→ **TASK PROMPT**
Below are some records. Print exactly the lines between the one holding "index dip: (821, 472)" and the one holding "ring mcp: (945, 535)", inclusive, and nothing else.

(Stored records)
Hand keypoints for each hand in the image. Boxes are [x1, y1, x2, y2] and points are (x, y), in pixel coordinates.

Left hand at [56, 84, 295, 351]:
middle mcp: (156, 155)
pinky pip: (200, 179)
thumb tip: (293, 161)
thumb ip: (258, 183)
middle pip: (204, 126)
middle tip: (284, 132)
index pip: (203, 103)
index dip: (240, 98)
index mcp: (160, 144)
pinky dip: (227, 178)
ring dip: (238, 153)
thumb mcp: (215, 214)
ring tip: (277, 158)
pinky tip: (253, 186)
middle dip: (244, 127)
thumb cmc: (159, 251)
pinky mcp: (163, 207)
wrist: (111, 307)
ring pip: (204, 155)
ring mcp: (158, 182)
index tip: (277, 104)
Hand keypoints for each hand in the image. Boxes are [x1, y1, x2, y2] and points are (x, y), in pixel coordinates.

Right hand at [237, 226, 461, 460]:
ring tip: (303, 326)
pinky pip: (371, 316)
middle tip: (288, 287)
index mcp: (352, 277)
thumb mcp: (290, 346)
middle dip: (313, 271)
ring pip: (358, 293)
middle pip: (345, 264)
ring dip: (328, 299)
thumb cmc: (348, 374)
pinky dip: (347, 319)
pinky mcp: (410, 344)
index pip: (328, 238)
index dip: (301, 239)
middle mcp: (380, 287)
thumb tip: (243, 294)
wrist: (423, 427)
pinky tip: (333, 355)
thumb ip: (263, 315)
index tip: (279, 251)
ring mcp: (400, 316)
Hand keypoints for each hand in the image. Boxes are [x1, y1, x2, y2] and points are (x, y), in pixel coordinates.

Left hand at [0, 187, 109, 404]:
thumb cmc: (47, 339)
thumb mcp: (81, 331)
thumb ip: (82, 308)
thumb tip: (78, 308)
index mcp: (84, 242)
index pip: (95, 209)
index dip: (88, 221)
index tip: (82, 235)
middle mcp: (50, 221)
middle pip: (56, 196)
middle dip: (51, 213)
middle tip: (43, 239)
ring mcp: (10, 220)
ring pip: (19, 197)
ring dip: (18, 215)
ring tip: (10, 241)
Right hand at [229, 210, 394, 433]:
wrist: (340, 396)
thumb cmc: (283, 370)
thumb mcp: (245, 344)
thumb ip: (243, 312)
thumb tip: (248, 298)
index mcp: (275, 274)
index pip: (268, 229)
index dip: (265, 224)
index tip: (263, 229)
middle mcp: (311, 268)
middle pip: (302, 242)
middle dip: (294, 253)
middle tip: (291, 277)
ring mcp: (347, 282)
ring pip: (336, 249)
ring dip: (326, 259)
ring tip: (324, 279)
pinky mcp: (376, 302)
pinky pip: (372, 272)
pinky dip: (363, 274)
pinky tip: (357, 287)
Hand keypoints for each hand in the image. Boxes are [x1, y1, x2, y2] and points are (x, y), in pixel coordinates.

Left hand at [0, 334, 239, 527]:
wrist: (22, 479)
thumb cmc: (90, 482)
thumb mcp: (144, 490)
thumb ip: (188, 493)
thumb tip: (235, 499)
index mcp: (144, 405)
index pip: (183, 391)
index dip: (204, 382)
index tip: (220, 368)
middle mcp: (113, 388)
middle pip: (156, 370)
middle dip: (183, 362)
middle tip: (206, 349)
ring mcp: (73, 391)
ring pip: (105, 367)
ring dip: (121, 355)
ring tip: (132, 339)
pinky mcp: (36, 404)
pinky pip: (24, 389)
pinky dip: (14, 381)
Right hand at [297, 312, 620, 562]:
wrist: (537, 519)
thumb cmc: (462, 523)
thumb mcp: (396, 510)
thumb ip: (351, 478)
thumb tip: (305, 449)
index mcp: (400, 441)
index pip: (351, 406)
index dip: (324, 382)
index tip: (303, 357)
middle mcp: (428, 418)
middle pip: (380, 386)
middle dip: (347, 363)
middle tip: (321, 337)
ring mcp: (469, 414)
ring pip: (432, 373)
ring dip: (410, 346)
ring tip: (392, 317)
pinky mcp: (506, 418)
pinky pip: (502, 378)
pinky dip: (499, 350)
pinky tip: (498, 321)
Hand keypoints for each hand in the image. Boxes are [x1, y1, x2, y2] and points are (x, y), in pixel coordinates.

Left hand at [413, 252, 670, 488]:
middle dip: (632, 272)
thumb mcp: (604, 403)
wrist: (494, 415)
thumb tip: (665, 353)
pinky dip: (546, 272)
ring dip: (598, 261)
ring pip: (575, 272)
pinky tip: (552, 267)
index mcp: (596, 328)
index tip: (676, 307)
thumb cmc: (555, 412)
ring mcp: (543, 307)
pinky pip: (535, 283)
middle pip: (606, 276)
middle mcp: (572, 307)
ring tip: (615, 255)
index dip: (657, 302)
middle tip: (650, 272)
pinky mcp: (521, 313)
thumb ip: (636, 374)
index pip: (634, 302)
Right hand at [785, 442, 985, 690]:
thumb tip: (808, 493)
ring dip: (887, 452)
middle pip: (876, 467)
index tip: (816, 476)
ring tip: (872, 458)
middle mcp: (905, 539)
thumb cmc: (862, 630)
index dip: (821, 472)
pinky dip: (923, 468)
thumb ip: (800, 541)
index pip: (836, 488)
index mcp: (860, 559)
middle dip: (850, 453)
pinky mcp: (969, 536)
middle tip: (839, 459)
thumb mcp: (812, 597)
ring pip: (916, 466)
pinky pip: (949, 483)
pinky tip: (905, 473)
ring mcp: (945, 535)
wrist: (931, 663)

→ **EXPECTED ANSWER**
index dip: (821, 472)
pinky dip: (923, 468)
thumb ip: (800, 541)
index pip: (836, 488)
index mcp: (860, 559)
middle dip: (850, 453)
pinky mcp: (969, 536)
middle tip: (839, 459)
thumb mcp: (812, 597)
ring pip: (916, 466)
pinky pip: (949, 483)
pinky tip: (905, 473)
ring mcp: (945, 535)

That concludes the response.